Saved entries:
----------------

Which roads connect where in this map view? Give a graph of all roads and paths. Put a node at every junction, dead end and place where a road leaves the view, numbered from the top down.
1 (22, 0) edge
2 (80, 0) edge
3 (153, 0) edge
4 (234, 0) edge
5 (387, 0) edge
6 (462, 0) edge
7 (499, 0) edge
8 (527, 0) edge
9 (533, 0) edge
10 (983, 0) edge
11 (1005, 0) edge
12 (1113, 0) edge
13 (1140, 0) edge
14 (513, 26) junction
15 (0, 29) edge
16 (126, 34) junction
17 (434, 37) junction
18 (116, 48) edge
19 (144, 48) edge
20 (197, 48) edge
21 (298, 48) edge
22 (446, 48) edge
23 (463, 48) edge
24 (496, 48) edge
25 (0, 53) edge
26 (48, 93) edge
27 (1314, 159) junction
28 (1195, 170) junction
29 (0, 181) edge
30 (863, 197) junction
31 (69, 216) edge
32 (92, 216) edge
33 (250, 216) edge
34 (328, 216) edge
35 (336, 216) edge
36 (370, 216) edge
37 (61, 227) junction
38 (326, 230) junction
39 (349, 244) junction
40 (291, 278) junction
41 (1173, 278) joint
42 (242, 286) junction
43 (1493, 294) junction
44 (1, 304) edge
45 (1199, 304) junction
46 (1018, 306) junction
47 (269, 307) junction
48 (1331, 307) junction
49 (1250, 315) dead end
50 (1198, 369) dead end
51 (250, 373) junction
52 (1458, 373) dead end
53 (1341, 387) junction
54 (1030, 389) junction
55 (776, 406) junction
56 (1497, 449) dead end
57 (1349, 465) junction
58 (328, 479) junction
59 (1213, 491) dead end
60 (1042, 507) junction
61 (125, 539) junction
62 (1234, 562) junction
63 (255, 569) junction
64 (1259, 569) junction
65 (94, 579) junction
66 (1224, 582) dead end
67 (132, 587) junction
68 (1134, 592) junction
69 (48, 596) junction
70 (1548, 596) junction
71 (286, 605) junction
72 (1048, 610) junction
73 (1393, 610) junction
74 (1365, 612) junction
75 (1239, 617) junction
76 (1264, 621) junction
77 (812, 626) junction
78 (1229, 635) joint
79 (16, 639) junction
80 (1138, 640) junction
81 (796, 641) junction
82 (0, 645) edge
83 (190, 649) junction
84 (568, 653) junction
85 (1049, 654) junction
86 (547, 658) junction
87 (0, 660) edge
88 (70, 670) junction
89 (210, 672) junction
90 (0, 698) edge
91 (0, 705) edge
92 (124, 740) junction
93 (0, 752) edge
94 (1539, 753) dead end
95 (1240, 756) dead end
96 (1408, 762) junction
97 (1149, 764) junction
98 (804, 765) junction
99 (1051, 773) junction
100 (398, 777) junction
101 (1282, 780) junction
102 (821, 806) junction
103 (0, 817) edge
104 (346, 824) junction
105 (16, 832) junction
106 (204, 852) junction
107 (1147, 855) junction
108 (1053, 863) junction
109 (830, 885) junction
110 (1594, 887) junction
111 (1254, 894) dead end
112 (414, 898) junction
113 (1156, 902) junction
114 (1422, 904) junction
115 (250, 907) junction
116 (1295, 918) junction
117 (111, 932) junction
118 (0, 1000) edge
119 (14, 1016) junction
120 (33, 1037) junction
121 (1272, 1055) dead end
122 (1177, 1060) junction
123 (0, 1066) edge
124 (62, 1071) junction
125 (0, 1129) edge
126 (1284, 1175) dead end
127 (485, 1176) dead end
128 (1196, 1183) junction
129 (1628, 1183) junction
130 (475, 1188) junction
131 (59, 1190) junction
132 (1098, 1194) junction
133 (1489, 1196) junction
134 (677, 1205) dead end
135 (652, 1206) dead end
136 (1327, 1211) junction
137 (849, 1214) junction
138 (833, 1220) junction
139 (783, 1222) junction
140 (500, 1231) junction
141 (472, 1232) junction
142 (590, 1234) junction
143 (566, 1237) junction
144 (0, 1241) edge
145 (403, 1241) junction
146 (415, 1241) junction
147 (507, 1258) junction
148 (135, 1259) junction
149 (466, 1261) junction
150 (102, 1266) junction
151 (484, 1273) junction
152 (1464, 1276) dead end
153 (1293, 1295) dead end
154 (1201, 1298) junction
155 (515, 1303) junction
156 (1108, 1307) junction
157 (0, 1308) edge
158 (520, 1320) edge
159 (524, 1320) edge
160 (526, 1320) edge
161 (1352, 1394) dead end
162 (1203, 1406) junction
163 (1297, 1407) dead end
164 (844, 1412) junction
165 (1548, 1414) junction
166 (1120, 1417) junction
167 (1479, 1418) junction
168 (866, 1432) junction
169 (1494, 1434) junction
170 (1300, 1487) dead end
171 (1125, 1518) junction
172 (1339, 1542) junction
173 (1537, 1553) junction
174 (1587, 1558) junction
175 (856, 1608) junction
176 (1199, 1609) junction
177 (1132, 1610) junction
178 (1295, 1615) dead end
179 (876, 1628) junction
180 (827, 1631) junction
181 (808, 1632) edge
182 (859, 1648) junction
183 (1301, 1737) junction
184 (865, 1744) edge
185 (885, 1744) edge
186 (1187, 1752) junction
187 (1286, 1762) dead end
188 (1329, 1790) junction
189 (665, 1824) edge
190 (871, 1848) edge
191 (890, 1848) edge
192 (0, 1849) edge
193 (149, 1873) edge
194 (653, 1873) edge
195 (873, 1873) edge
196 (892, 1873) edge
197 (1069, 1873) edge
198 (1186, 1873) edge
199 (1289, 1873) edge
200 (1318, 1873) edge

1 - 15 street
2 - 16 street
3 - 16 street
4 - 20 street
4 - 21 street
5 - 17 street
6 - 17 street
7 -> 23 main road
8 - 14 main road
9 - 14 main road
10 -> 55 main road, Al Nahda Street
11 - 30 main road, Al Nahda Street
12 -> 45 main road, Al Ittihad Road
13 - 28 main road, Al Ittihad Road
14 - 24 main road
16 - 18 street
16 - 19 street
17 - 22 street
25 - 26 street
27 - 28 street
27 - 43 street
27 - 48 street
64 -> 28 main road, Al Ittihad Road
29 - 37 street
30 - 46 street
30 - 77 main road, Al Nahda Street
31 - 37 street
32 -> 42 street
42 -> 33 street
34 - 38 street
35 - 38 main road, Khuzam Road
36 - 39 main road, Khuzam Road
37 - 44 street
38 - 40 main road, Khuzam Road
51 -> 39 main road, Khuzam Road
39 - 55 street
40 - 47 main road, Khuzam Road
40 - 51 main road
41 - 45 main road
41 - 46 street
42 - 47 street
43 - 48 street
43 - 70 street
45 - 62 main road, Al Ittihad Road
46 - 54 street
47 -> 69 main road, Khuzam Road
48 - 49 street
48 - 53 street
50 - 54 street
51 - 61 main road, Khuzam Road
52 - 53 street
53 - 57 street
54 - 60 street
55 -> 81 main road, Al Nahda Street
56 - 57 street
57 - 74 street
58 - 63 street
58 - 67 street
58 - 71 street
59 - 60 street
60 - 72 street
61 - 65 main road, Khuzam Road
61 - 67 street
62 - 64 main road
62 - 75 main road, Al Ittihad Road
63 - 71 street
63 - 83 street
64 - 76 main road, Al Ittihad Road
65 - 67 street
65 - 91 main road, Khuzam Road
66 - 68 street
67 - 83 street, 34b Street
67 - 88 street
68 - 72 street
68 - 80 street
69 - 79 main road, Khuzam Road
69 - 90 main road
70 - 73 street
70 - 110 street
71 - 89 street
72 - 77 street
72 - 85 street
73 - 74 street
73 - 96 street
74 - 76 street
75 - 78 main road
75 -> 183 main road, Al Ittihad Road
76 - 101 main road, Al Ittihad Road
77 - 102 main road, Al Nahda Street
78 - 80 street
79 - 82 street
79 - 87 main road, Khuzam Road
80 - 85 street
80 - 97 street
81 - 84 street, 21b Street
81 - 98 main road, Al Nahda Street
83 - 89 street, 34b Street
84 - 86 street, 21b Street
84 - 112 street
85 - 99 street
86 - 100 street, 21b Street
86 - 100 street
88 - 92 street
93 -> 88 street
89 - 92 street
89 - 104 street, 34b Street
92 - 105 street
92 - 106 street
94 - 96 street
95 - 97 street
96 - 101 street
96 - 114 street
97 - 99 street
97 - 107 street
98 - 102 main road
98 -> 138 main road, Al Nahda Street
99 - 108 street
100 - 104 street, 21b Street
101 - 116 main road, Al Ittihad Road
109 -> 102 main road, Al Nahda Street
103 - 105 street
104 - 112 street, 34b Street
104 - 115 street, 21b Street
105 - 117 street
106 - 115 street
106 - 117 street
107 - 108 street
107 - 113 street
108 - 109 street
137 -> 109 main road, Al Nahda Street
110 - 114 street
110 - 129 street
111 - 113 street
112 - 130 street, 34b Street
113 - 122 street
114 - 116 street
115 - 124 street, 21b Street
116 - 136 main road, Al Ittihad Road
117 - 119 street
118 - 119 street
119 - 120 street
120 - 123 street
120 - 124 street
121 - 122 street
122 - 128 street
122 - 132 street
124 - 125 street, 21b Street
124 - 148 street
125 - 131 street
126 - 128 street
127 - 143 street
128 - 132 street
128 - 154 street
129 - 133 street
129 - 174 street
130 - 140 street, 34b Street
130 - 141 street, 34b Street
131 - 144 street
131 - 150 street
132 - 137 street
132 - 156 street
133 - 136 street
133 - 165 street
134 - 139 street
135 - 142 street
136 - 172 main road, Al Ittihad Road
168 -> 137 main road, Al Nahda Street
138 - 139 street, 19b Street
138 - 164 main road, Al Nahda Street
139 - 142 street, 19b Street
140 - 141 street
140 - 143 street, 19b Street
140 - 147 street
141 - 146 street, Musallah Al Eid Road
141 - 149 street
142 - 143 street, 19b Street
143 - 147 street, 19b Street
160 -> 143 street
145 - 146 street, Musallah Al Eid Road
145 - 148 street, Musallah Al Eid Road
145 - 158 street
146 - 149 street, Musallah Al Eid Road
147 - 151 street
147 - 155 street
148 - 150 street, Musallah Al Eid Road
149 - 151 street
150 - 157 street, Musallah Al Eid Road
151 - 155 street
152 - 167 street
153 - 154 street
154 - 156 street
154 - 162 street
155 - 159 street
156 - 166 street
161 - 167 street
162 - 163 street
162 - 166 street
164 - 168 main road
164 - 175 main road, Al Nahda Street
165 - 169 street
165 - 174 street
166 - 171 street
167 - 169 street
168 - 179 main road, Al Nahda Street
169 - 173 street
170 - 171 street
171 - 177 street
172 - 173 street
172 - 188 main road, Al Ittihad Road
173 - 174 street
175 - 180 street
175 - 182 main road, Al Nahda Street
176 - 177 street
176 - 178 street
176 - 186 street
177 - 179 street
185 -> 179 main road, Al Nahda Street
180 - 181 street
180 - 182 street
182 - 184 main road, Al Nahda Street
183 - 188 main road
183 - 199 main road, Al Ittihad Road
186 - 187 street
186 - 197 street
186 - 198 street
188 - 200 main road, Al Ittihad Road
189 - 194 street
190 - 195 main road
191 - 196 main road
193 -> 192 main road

----------------

Count, in the records above, the lines that contain "Musallah", and write only the resulting number.

COMPLETED TASK - 6